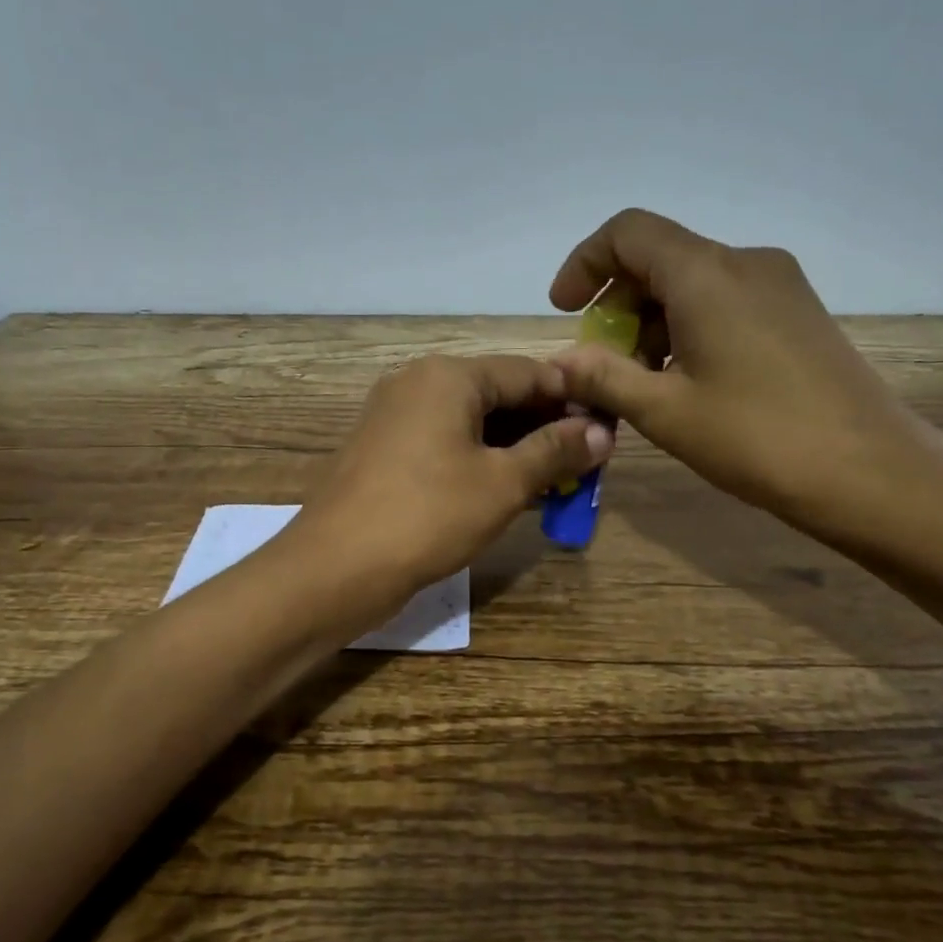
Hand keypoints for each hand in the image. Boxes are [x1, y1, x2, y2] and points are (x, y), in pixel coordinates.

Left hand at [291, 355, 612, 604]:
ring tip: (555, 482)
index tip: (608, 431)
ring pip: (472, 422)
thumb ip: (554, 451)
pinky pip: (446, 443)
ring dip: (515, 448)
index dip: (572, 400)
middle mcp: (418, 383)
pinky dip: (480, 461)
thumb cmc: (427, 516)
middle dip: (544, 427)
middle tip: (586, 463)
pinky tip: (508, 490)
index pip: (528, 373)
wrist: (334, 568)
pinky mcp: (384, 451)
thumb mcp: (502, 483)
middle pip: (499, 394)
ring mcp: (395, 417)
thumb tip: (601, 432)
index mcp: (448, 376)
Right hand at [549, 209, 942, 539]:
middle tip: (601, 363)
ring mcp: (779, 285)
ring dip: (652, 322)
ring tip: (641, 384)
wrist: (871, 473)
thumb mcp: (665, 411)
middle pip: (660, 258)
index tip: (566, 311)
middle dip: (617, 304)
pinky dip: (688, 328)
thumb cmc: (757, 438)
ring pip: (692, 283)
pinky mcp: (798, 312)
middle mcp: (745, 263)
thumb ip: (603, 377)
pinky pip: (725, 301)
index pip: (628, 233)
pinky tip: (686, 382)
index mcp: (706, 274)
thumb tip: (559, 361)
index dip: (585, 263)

---

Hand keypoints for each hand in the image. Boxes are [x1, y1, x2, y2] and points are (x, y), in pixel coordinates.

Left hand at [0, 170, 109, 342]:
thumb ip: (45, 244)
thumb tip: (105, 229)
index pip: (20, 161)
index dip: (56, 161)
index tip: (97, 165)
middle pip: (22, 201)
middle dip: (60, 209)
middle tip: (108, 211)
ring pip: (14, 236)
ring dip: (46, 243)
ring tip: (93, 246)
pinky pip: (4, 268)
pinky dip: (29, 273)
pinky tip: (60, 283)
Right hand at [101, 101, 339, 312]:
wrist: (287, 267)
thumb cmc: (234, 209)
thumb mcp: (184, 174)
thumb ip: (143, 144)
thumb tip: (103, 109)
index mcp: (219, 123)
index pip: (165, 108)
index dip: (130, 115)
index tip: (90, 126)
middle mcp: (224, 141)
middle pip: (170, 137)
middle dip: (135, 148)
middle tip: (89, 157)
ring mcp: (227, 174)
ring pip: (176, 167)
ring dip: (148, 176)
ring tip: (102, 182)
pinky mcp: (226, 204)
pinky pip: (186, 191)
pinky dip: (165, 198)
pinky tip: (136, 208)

Directions for this task
The answer is the run of lines above from the line containing "middle pip: (22, 201)" through the line containing "pinky tip: (136, 208)", copied exactly and alone.

Response to this task
middle pip: (22, 201)
middle dip: (60, 209)
middle tip: (108, 211)
ring pip: (14, 236)
ring dip: (46, 243)
ring tip: (93, 246)
pinky pip: (4, 268)
pinky dip: (29, 273)
pinky tip: (60, 283)
Right hand at [101, 101, 339, 312]:
wrist: (287, 267)
thumb cmc: (234, 209)
thumb mcp: (184, 174)
thumb ip: (143, 144)
thumb tip: (103, 109)
index mcp: (219, 123)
index pip: (165, 108)
index dip: (130, 115)
index tip: (90, 126)
middle mcp: (224, 141)
middle pip: (170, 137)
middle dip: (135, 148)
middle tip: (89, 157)
ring mcp: (227, 174)
ring pip: (176, 167)
ring dip: (148, 176)
ring tip: (102, 182)
pinky mcp: (226, 204)
pinky pip: (186, 191)
pinky dip: (165, 198)
pinky tip: (136, 208)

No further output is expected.